Esistono aziende, poi, che dell’economia circolare hanno fatto un vero e proprio business! E’ completamente ‘Made in Italy’ l’impresa Orange Fiber che ha brevettato e produce tessuti sostenibili dai sottoprodotti degli agrumi. Cogliendo un’opportunità dove altri vedevano un problema, l’azienda ha sviluppato un processo in grado di convertire l’enorme quantità di sottoprodotti alimentari, non più commestibili, prodotti dalle aziende in una nuova risorsa per il mondo della moda. 

Orgoglio tutto italiano anche un progetto brevettato dal team Smart Materials dall’ Istituto Italiano di Tecnologia di Genova: gli scarti di frutta e verdura diventano plastica biodegradabile per realizzare contenitori in grado di degradarsi rapidamente dopo l’uso. Da questa tecnologia è nato un primo prodotto: un “alveolo” in bioplastica in grado di preservare l’integrità degli alimenti nelle cassette di frutta e verdura, che va a sostituire quello tradizionale in plastica ed è realizzato interamente a partire dallo scarto dei carciofi invenduti al mercato ortofrutticolo genovese.

Anche il pane invenduto può essere una risorsa preziosa! I fondatori del progetto Biova Project hanno messo a punto un metodo per recuperare e riutilizzare uno ‘scarto’ a cui fino a ieri sembrava dovessimo rassegnarci: il pane invenduto da supermercati, panetterie, catene di ristoranti o fast food, quello rimasto sugli scaffali e che quindi non può essere rimesso in commercio il giorno successivo viene prelevato e portato in birrifici vicini ai luoghi di raccolta. Lì viene tostato, sbriciolato e trasformato in birra. Ogni 2500 litri di birra prodotta si ha un recupero di 150 Kg di pane invenduto ed un risparmio di circa 1365 Kg di emissioni ambientali di CO2. La birra ottenuta viene poi rivenduta proprio a coloro che hanno donato il pane avanzato.
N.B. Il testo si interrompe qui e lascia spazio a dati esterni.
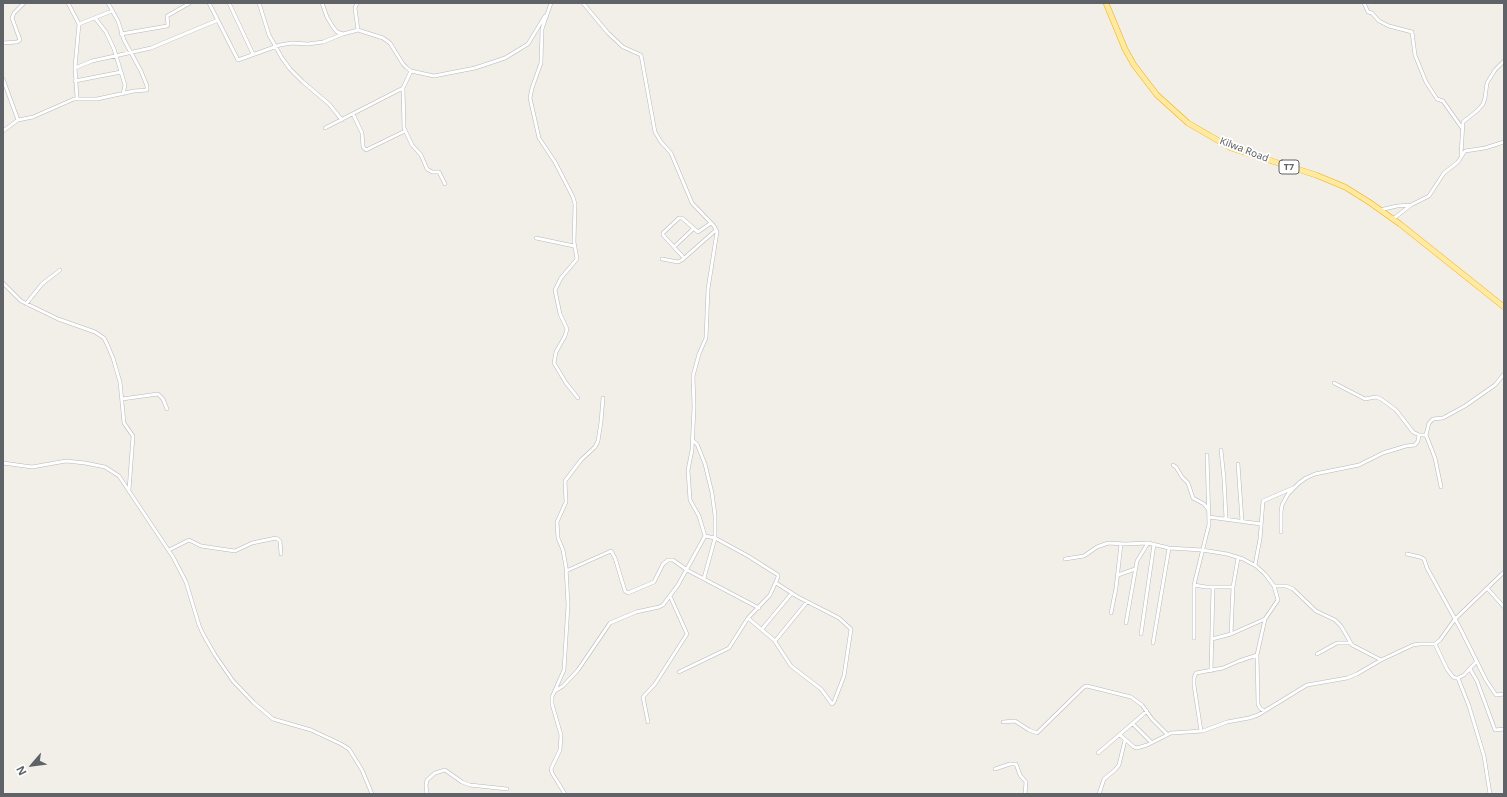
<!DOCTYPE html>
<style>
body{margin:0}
#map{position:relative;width:1507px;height:797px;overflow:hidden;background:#f1efe8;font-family:"Noto Sans",sans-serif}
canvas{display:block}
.frame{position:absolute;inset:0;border:4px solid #5f6368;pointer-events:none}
.north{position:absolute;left:12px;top:745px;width:40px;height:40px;-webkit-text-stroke:3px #fff;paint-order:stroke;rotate:242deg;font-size:11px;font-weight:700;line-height:16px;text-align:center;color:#5f6368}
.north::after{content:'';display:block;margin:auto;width:14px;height:18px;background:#5f6368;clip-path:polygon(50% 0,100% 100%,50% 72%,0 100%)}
</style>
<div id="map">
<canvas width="1507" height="797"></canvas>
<div class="frame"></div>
<div class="north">N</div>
</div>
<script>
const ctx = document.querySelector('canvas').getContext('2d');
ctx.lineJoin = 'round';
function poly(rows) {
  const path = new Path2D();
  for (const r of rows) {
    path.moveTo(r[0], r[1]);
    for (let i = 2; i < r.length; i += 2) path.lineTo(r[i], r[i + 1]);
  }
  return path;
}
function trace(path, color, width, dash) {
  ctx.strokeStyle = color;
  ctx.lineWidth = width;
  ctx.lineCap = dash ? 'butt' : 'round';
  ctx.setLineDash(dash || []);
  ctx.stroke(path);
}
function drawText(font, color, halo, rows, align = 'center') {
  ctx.font = font + ' "Noto Sans",sans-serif';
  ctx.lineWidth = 3.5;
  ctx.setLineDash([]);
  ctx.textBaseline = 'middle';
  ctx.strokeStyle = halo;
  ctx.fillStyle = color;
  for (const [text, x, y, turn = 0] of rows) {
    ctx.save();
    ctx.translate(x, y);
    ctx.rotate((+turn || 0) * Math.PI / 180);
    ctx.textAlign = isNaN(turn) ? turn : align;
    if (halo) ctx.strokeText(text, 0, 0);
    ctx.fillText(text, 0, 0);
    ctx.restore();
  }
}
const minor = poly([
 [68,3,79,24,75,67,77,98],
 [209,3,238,60,280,45,292,43,308,44,323,42,343,34,358,30,383,38,390,43,403,64,407,68,411,71,434,76,475,68,505,58,528,44,545,16],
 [229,3,253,54],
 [259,3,269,35,282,58,290,69,303,82,329,104,342,120],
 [322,3,327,17,333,27,337,32,343,34],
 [357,3,355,8,358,30],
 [551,3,542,29,541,63,532,88,530,98,539,138,555,162,573,197,575,204,574,242,577,259,561,278,555,290,560,314,567,329,565,336,556,352,554,363,566,383,578,398],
 [1364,3,1368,12,1372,13,1379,21,1389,26,1412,32,1415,55,1426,82,1437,99,1443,101,1462,128],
 [95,18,106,32,114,49,125,85,123,94],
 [79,24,112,11],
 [121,34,167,26,168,25,167,16,190,3],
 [3,43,17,42,20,40,12,18,14,13,24,3],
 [75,68,92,61,151,48,218,20],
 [411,71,403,88,404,128,412,145,421,155,427,169,432,172,439,172,445,184],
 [3,79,18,120],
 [75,81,121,72],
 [353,114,362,133,363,147,366,150,405,131],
 [325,128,403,88],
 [3,131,18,120,33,117,74,99,97,99,134,91,147,90,147,86,141,71,124,40,118,21,108,3],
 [1461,155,1463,122,1478,110,1483,104,1485,98,1487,83,1495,70,1504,61],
 [1380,210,1397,206,1411,205],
 [1393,219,1411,205,1429,196,1444,173,1458,162,1465,151,1485,148,1504,142],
 [536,238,574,246],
 [674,247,693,229],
 [684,258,663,235,663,233,679,218,682,218,698,232,711,223],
 [662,259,678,262,682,260,716,230],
 [3,283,21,301,58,319,95,332,104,338,107,344,113,358,120,382,124,423,133,436,129,490],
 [26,304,42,284,60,270],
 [1334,383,1365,399,1376,397,1381,399,1396,410,1413,432,1419,435,1426,435],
 [122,399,158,394,163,399,167,409],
 [692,440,697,444,705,464,712,493,715,515,715,538,704,578],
 [1221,450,1224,479,1226,519],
 [3,463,32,467,66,461,85,463,105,467,119,476,173,557,186,582,199,625,203,634,215,655,233,681,254,703,273,719,311,730,341,744,349,749,362,770,372,794],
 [1238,464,1242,521],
 [1173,465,1176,467,1182,477,1188,483,1193,498,1204,504,1208,509],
 [1441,487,1435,458,1426,435,1429,423,1433,419,1443,418,1465,406,1495,385,1504,374],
 [1209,517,1261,524],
 [1281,532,1281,512,1282,505,1288,494,1299,483,1306,478,1315,474,1359,465,1383,453,1406,446,1415,445,1418,441,1419,435],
 [169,550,189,540,201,546,235,551,252,543,276,538,280,541,281,554],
 [1407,554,1420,557,1424,559,1427,568,1460,628,1486,680,1496,695,1504,694],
 [1065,559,1084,556,1097,547,1108,543,1125,544,1148,543,1169,548,1202,550,1227,554,1243,559,1256,566,1265,574,1274,586,1286,586,1293,589,1316,611,1335,620,1341,626,1352,645,1381,660],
 [1255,565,1260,539,1263,501,1293,488],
 [566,571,611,551,615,558,625,591,628,593,654,582,663,564,668,560,673,560,687,570,759,608],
 [1118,575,1135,569],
 [1194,585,1206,587,1233,587],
 [1487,588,1504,607],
 [1111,613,1116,588,1121,544],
 [748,618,774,640,791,666,821,689,832,704,834,702,844,676,851,629,839,618,798,597,776,583],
 [1126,623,1137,561,1148,543],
 [762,629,792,593],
 [1141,634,1154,544],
 [1231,634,1233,587,1238,558],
 [1194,638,1194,585,1209,524,1207,455],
 [1212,639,1231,634,1265,619],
 [775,641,807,602],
 [1153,643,1169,548],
 [1435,644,1447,669,1453,677,1456,678,1458,678,1464,675,1476,662],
 [1317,654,1337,643,1350,643],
 [1470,669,1477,681,1495,730,1504,729],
 [1211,671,1213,587],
 [679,672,729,648,748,618,770,595,778,577,778,575,748,556,715,538,705,536],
 [1458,678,1469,706,1484,756,1490,794],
 [555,691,563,686,578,670,610,623,636,612,659,607,663,605,678,585,705,536,699,516,690,500,688,470,692,450,694,407,693,376,699,354,706,338,708,289,717,232,714,226,692,203,671,153,661,142,655,132,641,55,623,47,608,33,583,3],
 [1264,711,1260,708,1258,704,1257,655,1265,619,1278,600,1274,586],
 [648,722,643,697,655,684,687,634,670,596],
 [1003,722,1015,721,1029,730,1037,733,1084,687,1087,686,1131,697,1142,705,1152,719,1167,734],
 [1133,724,1151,742],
 [1201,731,1194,685,1194,678,1196,673,1223,668,1239,661,1257,655],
 [1120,735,1134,747,1137,748,1147,745,1171,733,1203,731,1227,722,1249,718,1258,715,1307,685,1347,678,1357,674,1381,660,1413,645,1419,644,1435,644,1440,640,1455,619,1504,572],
 [1098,753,1147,711],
 [995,769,1010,764,1016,764,1020,775,1026,782,1025,794],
 [427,794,426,785,427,780,435,773,445,770,462,782,470,785,507,789],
 [565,794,552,773,551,769,560,750,561,735,552,704,552,697,564,670,568,605,566,567,563,550,558,538,557,522,566,502,565,481,581,460,595,447,598,441,601,422,603,398],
 [1099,794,1104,779,1115,770,1119,765,1125,740]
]);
const trunk = poly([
 [1106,3,1125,49,1134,65,1157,95,1188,123,1231,148,1316,175,1345,187,1369,202,1400,224,1504,307]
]);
const shields = [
 [1289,167,20]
];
const shieldNames = [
 ["T7",1289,167]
];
const streetNames = [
 ["Kilwa Road",1244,150,21]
];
trace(minor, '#b5b8bc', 4);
trace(trunk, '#f9ab00', 6);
trace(minor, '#fff', 3);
trace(trunk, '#feeaa1', 5);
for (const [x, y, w] of shields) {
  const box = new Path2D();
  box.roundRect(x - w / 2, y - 7, w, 14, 3);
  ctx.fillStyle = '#fff';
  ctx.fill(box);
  trace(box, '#5f6368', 1);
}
drawText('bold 9px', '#5f6368', null, shieldNames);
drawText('10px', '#5f6368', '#fff', streetNames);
</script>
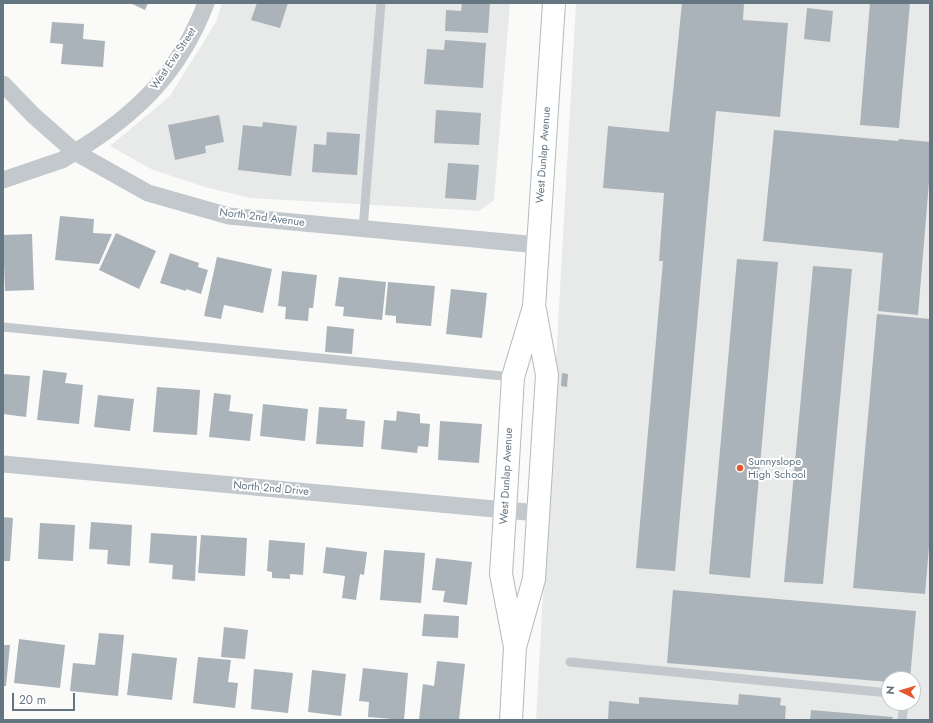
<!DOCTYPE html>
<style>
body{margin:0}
#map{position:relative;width:933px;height:723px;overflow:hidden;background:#fafaf8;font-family:Jost,sans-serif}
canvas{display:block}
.frame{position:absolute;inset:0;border:4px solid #657683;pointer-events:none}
.north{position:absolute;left:881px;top:671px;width:40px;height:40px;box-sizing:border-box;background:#fff;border:1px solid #c1c8cd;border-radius:50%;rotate:275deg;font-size:11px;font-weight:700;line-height:16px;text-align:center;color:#657683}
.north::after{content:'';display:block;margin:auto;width:14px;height:18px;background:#e4572e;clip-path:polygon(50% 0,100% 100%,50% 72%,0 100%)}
.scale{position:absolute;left:12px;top:693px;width:63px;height:18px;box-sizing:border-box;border:2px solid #657683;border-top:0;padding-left:5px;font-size:12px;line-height:14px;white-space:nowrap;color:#657683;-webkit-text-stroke:3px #fff;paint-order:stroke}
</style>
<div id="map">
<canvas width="933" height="723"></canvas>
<div class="frame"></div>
<div class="north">N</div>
<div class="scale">20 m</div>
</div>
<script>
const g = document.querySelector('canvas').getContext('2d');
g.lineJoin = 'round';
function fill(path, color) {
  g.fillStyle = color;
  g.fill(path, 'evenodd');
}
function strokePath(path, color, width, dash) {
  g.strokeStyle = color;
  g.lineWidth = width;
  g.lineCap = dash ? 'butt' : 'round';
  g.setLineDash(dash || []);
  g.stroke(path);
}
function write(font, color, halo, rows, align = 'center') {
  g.font = font + ' Jost,sans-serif';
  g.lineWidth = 4;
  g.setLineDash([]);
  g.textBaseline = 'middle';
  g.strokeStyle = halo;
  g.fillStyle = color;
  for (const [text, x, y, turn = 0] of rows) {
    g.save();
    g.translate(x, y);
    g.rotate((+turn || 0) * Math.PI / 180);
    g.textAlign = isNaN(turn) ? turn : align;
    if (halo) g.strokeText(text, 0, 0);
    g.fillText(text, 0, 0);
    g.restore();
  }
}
const built = new Path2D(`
 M 222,3 L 510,3 L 494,200 L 479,211 L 251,198 L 205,187 L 153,170 L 110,146 L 170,96 L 216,22 Z
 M 576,3 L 930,3 L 930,720 L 536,720 ZM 889,679 L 913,679 L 913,703 L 889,703 Z`);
const building = new Path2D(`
 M 130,3 L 148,3 L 145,10 Z
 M 257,3 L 288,3 L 280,28 L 251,20 Z
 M 462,3 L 490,3 L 488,33 L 445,31 L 446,10 L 461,11 Z
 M 682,3 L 744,3 L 743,20 L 788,23 L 780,117 L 716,111 L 675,571 L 636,568 L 663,261 L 659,261 L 664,193 L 603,188 L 608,126 L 669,132 Z
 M 870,3 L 910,3 L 899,128 L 860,125 Z
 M 807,8 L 833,11 L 830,42 L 804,39 Z
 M 52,22 L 84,24 L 83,39 L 105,41 L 103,67 L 61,64 L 63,44 L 50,43 Z
 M 445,40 L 486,43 L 483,88 L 424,84 L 427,49 L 444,50 Z
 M 436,110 L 481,113 L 479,145 L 434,143 Z
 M 219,115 L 224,142 L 205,146 L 206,153 L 175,160 L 168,125 Z
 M 263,122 L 297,126 L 291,176 L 238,170 L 243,125 L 262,127 Z
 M 774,130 L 898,141 L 899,139 L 930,142 L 930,170 L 918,315 L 878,311 L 883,253 L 763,241 Z
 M 327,132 L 360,134 L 357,175 L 312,172 L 314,144 L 326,145 Z
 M 448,163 L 479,165 L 476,200 L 445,198 Z
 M 60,216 L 94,219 L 93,233 L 112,234 L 99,264 L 55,260 Z
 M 116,233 L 156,251 L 139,289 L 99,270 Z
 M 32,234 L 34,290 L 5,291 L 3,235 Z
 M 170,253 L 199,263 L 198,267 L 208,270 L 201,294 L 186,289 L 186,291 L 160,283 Z
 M 217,257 L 272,269 L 263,313 L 224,305 L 221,319 L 204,316 Z
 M 737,259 L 778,262 L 750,578 L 709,574 Z
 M 813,266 L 852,269 L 823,584 L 784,582 Z
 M 282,271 L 317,275 L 313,308 L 309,308 L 308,321 L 285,319 L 286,307 L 278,306 Z
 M 339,277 L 386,282 L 382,320 L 343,316 L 344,307 L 335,306 Z
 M 388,282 L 435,286 L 431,326 L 396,323 L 396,316 L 385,315 Z
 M 451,289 L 487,293 L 482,338 L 446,334 Z
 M 877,314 L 930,319 L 930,535 L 925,594 L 853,588 Z
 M 327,326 L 354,329 L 352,354 L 325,352 Z
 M 43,370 L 67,373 L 65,383 L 83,385 L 79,424 L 37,420 Z
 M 562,373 L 568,374 L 567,387 L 561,386 Z
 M 3,374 L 30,376 L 26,417 L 3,414 Z
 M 157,387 L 200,390 L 197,435 L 153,432 Z
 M 214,393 L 231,395 L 229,411 L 253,414 L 250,441 L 209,437 Z
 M 98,395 L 134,399 L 130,431 L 94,427 Z
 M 263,404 L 308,409 L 305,441 L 260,436 Z
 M 319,407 L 347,409 L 346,419 L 365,421 L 363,447 L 316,444 Z
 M 397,411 L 420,414 L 420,423 L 430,424 L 428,447 L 418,446 L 417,453 L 381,449 L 384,420 L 396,421 Z
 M 440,421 L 482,424 L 479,463 L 438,460 Z
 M 3,517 L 13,518 L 10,561 L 3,561 Z
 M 91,522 L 132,525 L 130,566 L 107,564 L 108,550 L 89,549 Z
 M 40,523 L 75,525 L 73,561 L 38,559 Z
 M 151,533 L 197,536 L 195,581 L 172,579 L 173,565 L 149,563 Z
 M 201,535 L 247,538 L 245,576 L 198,573 Z
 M 269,540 L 305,543 L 303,575 L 290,574 L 290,579 L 272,578 L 272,572 L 267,571 Z
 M 326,547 L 367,552 L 364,575 L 360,574 L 356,600 L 342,598 L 345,576 L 323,573 Z
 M 384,550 L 425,553 L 421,603 L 380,600 Z
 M 436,558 L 472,562 L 467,605 L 443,602 L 445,591 L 432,590 Z
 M 673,590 L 916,611 L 910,679 L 889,679 L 889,682 L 667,663 Z
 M 424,614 L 459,616 L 458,638 L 422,636 Z
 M 224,627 L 248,630 L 245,659 L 221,657 Z
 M 99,633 L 124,635 L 118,696 L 70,691 L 73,663 L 95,665 Z
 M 19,639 L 65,645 L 60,688 L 14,683 Z
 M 3,645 L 10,645 L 6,686 L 3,686 Z
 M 132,653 L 177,658 L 172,700 L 127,695 Z
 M 198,657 L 231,660 L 228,682 L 238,683 L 235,708 L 193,703 Z
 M 437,661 L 465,664 L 459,720 L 419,720 L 423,684 L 434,686 Z
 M 363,668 L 408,673 L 404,720 L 368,717 L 369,702 L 359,701 Z
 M 254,669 L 293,673 L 288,713 L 251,709 Z
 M 312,670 L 346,674 L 341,716 L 308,712 Z
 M 739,694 L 781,698 L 780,705 L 786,706 L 785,720 L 608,720 L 609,701 L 639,704 L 639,697 L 738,705 Z
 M 811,710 L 893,717 L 892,720 L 810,720 Z`);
const service = new Path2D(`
 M 363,229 L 381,3
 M 3,327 L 513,377
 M 570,662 L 889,693
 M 902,720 L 904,703`);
const minor = new Path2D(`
 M 3,84 L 33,115 L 75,152 C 137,114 180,72 206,3
 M 3,180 L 62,160 L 75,152 L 148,193 L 229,216 L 538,245
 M 3,464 L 538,513`);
const secondary = new Path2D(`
 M 515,647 L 501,574 L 505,511 L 513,377 L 534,307 L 554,3
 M 511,720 L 515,647 L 534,579 L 547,375 L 535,310`);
const markers = [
 [740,468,4,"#e4572e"]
];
const streetNames = [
 ["West Eva Street",174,59,-56],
 ["West Dunlap Avenue",544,155,-86],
 ["North 2nd Avenue",262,218,7],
 ["West Dunlap Avenue",507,476,-87],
 ["North 2nd Drive",271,489,5]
];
const poiNames = [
 ["Sunnyslope",748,462],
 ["High School",748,475]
];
fill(built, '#e8e9e9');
fill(building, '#aab3b9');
strokePath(secondary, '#b3babf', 24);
strokePath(service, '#c3c8cc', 9);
strokePath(minor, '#c3c8cc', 17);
strokePath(secondary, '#fff', 22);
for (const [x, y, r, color] of markers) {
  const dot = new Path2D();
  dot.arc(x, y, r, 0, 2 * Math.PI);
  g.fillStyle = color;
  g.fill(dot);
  strokePath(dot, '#fff', 1.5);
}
write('11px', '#657683', '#fff', streetNames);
write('11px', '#657683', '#fff', poiNames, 'left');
</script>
I vantaggi del modello circolare

I vantaggi che la transizione verso il modello produttivo circolare porta con sé sono moltissimi: riguardano l’ambiente, l’economia, la nostra qualità di vita, l’occupazione…

In particolare economia circolare significa:

  • Riduzione della pressione sull’ambiente
  • Più sicurezza circa la disponibilità di materie prime
  • Aumento della competitività
  • Impulso all’innovazione e alla crescita economica
  • Incremento dell’occupazione – si stima che nell’UE grazie all’economia circolare ci saranno 580.000 nuovi posti di lavoro

Misure come il contenimento dei rifiuti e il riutilizzo dei materiali potrebbero portare le aziende a risparmiare più di 600 miliardi di euro e si stima ridurrebbero  le emissioni di gas serra di circa il 2-3%. Senza contare che i consumatori potrebbero finalmente contare su prodotti durevoli e innovativi in grado di far risparmiare e migliorare la qualità della vita.